[What is being asked]
Check every line of the entries below for the word "الجسر", and copy the ones that have it.

####

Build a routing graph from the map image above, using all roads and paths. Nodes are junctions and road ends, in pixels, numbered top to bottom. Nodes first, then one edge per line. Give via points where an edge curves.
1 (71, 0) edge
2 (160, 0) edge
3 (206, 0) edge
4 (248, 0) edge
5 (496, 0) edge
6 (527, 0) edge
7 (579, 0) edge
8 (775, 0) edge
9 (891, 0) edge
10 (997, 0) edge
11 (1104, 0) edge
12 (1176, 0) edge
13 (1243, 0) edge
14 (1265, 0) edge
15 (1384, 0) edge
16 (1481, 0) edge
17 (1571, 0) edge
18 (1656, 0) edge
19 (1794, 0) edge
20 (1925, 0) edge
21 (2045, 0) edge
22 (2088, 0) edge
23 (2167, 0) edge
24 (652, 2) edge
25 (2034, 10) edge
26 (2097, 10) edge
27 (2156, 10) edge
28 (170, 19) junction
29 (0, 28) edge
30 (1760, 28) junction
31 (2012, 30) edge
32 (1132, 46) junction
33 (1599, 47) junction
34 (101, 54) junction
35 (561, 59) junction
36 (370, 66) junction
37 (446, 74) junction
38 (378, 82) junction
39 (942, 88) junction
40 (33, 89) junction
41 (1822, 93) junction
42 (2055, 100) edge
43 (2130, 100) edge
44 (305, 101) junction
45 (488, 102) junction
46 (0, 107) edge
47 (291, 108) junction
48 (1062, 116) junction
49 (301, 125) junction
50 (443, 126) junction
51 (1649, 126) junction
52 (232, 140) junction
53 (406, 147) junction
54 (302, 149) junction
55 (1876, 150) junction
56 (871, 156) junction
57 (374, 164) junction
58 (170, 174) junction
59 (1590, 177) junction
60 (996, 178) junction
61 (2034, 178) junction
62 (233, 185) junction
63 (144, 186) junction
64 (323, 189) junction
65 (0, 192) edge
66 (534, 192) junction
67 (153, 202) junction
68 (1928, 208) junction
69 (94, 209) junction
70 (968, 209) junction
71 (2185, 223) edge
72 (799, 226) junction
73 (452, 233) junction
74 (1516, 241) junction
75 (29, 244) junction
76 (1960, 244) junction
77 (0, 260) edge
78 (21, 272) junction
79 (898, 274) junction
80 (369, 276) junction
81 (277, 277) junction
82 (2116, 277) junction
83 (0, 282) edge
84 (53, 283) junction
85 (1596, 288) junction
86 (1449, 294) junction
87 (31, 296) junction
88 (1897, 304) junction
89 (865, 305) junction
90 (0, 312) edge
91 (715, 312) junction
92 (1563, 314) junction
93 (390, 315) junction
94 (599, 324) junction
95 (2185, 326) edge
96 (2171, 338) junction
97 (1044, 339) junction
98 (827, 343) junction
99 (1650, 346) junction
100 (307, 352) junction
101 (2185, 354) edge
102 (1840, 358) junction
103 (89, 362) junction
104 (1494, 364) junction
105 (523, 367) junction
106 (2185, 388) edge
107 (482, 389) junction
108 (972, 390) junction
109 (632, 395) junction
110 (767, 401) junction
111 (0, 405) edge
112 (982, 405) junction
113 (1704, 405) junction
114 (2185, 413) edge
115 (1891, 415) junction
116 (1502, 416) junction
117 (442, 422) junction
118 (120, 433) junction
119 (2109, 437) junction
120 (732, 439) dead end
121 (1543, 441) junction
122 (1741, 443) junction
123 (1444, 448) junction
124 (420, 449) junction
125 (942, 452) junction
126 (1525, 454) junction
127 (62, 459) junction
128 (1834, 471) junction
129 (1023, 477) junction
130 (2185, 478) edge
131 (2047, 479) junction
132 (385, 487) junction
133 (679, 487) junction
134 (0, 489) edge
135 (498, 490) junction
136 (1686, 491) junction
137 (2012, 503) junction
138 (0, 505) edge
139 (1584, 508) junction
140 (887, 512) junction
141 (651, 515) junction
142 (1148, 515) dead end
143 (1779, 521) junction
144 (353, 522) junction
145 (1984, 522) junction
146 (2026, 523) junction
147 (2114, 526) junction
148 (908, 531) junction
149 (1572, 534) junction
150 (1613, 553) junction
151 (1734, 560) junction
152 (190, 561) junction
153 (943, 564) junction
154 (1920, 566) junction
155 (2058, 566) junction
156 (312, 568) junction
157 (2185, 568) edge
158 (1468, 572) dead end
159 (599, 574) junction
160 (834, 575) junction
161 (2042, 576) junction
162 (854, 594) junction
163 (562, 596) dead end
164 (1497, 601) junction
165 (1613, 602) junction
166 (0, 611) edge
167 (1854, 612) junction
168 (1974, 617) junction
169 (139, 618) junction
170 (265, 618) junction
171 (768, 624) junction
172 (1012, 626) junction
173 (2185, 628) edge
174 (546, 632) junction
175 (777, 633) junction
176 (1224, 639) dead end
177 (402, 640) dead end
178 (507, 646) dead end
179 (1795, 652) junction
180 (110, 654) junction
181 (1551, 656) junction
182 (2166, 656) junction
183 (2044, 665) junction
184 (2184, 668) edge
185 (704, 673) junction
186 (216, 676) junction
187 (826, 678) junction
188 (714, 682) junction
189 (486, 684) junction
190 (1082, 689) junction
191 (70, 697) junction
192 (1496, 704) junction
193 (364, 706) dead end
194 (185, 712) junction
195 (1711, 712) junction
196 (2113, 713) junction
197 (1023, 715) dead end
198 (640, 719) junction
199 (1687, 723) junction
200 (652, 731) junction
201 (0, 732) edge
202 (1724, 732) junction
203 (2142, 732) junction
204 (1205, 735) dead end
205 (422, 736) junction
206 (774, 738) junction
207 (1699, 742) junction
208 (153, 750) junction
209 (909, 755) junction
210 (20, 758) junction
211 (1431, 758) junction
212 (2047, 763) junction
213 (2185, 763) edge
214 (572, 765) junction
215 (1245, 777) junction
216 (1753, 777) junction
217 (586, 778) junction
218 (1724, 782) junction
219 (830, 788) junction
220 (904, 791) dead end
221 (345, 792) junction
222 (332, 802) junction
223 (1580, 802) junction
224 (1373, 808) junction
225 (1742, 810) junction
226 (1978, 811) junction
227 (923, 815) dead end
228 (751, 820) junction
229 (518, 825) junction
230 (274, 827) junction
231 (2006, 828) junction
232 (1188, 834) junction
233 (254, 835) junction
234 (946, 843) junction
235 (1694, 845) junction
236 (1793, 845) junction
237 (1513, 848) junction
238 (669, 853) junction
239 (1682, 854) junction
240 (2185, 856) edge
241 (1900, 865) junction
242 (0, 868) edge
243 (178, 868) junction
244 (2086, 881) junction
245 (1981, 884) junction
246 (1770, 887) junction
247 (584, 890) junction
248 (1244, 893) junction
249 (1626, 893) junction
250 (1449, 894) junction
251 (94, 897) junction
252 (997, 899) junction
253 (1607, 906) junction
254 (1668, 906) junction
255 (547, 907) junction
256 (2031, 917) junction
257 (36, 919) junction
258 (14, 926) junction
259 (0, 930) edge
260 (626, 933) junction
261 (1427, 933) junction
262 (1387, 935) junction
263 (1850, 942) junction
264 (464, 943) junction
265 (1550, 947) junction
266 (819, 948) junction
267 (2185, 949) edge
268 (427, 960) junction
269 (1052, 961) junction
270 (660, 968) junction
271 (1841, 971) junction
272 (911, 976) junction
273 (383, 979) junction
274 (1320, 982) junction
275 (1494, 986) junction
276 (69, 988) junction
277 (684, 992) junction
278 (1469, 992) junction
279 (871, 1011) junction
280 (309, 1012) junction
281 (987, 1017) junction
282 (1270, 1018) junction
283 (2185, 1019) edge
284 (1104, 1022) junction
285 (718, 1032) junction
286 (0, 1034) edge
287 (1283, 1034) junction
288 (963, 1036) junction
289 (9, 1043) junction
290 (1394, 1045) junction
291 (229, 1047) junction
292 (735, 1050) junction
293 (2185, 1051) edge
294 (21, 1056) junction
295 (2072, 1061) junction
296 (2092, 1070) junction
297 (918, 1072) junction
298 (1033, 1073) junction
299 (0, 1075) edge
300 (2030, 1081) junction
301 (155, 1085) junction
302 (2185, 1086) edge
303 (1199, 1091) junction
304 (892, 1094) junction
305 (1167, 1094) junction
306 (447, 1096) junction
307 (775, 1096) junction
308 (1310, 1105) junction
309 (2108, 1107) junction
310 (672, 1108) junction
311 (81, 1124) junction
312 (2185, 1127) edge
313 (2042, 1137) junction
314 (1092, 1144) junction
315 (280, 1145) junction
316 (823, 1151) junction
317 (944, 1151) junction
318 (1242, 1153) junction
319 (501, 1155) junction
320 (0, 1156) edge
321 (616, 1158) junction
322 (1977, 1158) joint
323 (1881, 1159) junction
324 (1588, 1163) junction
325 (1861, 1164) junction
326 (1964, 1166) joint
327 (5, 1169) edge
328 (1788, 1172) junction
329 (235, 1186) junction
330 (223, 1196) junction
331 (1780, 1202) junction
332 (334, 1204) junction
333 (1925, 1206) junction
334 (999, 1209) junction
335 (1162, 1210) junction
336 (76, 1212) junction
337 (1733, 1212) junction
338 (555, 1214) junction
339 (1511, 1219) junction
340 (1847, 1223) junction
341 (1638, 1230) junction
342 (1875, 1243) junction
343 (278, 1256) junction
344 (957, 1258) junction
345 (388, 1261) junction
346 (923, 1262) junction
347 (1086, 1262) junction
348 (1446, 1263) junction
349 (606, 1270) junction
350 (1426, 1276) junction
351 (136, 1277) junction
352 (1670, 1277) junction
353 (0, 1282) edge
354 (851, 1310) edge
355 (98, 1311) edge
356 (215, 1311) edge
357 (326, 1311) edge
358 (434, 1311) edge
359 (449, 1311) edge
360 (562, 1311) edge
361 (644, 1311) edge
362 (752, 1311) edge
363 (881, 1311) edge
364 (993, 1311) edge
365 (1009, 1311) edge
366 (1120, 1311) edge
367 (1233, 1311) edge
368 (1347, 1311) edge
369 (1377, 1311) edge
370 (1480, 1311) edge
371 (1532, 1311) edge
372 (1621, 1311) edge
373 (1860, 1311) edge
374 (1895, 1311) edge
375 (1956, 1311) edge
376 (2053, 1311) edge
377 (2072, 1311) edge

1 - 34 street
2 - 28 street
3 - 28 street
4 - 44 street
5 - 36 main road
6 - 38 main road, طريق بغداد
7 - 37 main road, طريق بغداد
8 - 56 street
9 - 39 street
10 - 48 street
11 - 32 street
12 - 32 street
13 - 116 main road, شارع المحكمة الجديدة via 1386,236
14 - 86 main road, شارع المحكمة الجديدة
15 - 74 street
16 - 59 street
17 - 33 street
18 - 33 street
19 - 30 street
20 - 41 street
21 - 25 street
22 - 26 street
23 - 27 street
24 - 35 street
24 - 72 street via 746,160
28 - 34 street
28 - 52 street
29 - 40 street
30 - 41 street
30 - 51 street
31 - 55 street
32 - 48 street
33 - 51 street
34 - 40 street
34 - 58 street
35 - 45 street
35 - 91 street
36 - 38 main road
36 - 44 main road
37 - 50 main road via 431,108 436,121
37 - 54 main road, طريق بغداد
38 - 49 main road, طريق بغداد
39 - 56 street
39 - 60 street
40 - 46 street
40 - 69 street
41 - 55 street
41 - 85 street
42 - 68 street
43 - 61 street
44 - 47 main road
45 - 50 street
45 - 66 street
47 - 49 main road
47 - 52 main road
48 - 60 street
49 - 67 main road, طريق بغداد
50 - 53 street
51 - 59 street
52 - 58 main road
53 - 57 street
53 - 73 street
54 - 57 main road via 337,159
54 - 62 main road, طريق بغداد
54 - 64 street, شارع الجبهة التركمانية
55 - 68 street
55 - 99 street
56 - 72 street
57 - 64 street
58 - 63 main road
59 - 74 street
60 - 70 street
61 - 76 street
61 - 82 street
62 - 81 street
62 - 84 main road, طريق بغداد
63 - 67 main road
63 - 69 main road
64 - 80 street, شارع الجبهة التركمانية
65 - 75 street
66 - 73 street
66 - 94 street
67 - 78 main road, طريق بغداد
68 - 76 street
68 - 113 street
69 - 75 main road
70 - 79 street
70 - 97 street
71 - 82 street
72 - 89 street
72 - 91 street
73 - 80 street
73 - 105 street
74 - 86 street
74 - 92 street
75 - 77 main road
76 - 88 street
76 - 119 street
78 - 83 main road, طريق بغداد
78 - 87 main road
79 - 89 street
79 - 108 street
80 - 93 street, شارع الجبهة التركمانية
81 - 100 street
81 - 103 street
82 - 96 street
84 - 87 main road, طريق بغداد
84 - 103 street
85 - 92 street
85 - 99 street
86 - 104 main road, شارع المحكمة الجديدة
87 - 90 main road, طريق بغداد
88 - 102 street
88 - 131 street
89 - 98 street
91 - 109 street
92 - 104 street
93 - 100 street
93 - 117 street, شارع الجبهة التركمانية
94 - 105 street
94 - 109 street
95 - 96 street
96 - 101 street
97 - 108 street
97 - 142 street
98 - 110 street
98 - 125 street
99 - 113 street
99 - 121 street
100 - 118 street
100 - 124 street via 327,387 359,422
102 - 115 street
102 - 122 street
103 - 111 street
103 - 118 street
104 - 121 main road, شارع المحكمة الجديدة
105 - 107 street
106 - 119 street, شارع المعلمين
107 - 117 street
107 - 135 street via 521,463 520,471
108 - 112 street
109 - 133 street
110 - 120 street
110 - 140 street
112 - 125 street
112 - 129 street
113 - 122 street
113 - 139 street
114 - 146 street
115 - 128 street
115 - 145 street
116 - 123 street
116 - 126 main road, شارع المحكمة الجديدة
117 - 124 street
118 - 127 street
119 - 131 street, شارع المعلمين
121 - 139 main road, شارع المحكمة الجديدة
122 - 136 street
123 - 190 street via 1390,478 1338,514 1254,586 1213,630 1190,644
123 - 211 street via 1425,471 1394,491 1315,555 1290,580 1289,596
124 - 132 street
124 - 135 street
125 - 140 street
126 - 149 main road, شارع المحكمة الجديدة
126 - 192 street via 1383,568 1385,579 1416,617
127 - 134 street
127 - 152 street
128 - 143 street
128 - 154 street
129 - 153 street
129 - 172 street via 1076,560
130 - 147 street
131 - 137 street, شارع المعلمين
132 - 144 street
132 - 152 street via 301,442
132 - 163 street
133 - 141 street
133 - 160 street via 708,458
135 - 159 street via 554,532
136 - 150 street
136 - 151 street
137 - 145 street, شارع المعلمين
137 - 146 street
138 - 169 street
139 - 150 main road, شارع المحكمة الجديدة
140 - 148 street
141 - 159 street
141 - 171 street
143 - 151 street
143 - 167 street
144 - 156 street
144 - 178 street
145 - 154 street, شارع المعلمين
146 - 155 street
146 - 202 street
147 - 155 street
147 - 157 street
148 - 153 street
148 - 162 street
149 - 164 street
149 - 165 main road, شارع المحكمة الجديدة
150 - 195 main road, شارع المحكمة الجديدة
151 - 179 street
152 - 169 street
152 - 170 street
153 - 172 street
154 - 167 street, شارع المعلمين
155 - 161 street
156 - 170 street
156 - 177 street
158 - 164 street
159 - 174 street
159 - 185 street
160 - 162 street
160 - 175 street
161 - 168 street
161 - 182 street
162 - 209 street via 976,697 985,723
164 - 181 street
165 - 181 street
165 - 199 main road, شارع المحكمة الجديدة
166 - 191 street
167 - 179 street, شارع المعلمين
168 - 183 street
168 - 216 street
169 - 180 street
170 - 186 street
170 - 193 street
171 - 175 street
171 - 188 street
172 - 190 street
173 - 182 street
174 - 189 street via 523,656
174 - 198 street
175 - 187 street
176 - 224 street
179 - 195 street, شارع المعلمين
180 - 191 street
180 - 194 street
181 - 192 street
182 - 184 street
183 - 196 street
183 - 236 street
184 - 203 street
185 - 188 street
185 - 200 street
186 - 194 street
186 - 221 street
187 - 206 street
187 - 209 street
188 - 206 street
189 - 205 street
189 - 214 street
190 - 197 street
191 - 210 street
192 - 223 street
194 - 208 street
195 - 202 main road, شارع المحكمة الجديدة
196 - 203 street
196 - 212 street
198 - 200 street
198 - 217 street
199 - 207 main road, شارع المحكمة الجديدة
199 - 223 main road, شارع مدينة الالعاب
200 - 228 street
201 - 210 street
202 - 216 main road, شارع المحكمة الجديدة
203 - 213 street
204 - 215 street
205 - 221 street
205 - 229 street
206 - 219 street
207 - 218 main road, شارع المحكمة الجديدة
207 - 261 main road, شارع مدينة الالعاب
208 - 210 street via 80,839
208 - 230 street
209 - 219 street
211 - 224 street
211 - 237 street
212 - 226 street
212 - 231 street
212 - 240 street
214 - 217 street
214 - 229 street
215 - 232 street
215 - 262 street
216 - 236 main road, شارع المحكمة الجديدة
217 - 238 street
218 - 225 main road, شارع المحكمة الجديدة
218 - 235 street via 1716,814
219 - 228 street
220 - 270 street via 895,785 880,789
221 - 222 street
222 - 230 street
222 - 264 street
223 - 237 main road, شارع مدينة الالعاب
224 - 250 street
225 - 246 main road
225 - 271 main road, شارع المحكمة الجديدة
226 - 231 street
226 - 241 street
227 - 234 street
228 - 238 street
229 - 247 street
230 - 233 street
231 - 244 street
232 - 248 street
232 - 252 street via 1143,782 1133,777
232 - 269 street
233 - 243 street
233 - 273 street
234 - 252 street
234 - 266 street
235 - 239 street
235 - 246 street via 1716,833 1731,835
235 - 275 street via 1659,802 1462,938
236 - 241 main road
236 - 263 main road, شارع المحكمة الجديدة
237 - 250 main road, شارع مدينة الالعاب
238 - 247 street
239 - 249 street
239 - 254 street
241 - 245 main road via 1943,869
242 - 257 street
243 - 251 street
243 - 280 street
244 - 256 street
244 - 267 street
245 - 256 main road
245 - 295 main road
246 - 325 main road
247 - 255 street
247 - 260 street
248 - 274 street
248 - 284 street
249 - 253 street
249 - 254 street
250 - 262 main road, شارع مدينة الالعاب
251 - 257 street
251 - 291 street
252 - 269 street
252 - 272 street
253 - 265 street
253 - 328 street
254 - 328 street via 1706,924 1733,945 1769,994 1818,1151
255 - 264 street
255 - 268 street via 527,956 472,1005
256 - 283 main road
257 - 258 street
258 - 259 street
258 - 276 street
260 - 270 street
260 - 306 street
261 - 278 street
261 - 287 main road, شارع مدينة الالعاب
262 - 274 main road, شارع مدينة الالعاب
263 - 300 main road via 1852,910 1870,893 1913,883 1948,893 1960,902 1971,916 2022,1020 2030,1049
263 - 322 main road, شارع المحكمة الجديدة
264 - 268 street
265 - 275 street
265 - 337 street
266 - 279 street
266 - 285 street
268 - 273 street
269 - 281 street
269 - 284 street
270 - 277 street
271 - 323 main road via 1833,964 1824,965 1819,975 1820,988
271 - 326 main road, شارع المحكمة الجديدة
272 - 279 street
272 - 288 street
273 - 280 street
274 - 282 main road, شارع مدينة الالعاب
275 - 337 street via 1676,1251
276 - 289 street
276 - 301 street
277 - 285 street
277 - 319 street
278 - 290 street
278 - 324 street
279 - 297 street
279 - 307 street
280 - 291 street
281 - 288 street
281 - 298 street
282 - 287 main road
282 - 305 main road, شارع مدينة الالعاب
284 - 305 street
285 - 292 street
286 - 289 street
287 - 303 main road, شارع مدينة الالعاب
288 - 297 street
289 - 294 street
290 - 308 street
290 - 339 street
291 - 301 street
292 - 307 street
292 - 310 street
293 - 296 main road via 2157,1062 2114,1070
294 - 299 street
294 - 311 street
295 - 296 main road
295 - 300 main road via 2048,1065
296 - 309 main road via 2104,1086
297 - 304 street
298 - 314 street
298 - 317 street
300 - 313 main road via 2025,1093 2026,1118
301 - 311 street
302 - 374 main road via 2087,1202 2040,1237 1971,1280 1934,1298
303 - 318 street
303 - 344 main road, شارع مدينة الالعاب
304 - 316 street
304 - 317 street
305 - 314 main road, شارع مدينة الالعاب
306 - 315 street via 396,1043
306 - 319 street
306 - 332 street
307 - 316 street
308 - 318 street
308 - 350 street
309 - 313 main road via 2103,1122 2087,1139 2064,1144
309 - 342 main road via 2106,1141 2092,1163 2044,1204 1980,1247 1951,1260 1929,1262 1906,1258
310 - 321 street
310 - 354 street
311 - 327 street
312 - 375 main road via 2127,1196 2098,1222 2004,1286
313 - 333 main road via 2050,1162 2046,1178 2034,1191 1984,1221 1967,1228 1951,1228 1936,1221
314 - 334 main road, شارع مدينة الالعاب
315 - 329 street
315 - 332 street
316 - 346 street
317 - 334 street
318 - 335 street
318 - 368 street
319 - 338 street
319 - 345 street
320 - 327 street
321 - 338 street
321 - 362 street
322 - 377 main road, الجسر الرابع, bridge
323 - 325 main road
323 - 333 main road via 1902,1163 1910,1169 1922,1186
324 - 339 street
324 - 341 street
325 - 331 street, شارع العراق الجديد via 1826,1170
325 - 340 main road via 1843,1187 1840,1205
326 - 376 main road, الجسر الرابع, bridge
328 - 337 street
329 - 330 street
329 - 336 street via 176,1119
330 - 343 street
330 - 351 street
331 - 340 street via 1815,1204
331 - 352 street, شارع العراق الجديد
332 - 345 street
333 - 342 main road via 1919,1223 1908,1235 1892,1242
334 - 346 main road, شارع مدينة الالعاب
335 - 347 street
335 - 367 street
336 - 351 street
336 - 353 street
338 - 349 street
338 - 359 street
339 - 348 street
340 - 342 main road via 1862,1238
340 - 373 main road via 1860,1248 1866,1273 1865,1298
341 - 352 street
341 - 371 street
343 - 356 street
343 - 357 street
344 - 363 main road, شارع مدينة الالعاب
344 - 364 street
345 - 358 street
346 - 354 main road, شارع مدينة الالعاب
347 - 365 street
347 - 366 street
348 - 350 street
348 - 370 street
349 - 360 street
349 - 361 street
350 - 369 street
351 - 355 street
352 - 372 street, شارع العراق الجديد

####

[Response area]
322 - 377 main road, الجسر الرابع, bridge
326 - 376 main road, الجسر الرابع, bridge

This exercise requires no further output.